> [Given records]:

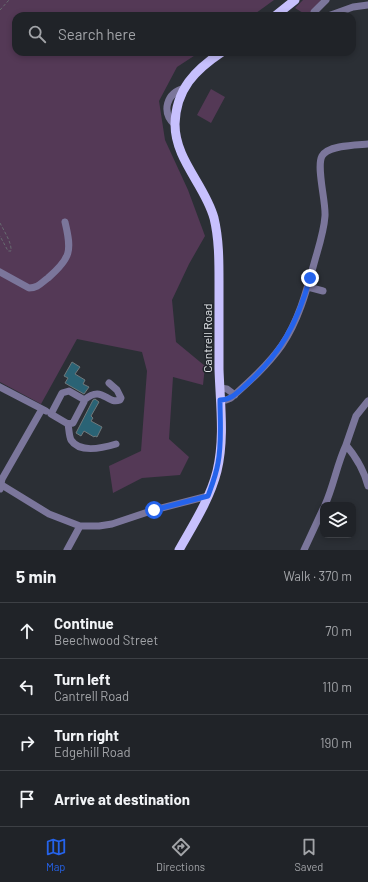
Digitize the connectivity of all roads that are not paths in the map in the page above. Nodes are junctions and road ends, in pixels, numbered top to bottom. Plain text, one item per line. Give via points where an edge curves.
1 (295, 0) edge
2 (326, 0) edge
3 (368, 5) edge
4 (280, 12) edge
5 (314, 12) edge
6 (339, 12) edge
7 (216, 56) edge
8 (368, 144) edge
9 (65, 222) dead end
10 (0, 272) edge
11 (308, 287) junction
12 (323, 291) dead end
13 (109, 383) dead end
14 (0, 387) edge
15 (220, 388) junction
16 (235, 395) junction
17 (84, 400) junction
18 (220, 400) junction
19 (368, 401) edge
20 (42, 409) junction
21 (51, 414) junction
22 (68, 424) junction
23 (116, 444) dead end
24 (346, 444) junction
25 (0, 486) edge
26 (368, 486) edge
27 (208, 496) junction
28 (326, 502) edge
29 (320, 515) edge
30 (80, 526) junction
31 (67, 550) edge
32 (179, 550) edge
33 (304, 550) edge

1 - 4 main road
2 - 5 street
3 - 6 street
7 - 15 main road, Cantrell Road via 202,66 184,88 178,104 175,125 182,157 202,188 216,227 219,258
8 - 11 street via 331,149 324,153 321,159 325,215
9 - 10 street via 69,248 66,260 41,285 29,288
11 - 12 street
11 - 16 street via 282,345
13 - 17 street via 120,394 120,400 115,401 95,393
14 - 20 street
15 - 16 street via 227,389
15 - 18 main road, Cantrell Road
16 - 18 street
17 - 21 street via 64,392
17 - 22 street via 73,423
18 - 27 main road, Cantrell Road via 219,462
19 - 24 street via 356,416
20 - 21 street
20 - 25 street
21 - 22 street
22 - 23 street via 70,438 75,444 92,449
24 - 26 street via 357,459
24 - 28 street
25 - 30 street via 49,514
27 - 30 street via 112,524
27 - 32 main road, Cantrell Road
29 - 33 street
30 - 31 street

> [Instructions to follow]: What lines of the data contain the string "Cantrell"? List them.

> [Finished exercise]:
7 - 15 main road, Cantrell Road via 202,66 184,88 178,104 175,125 182,157 202,188 216,227 219,258
15 - 18 main road, Cantrell Road
18 - 27 main road, Cantrell Road via 219,462
27 - 32 main road, Cantrell Road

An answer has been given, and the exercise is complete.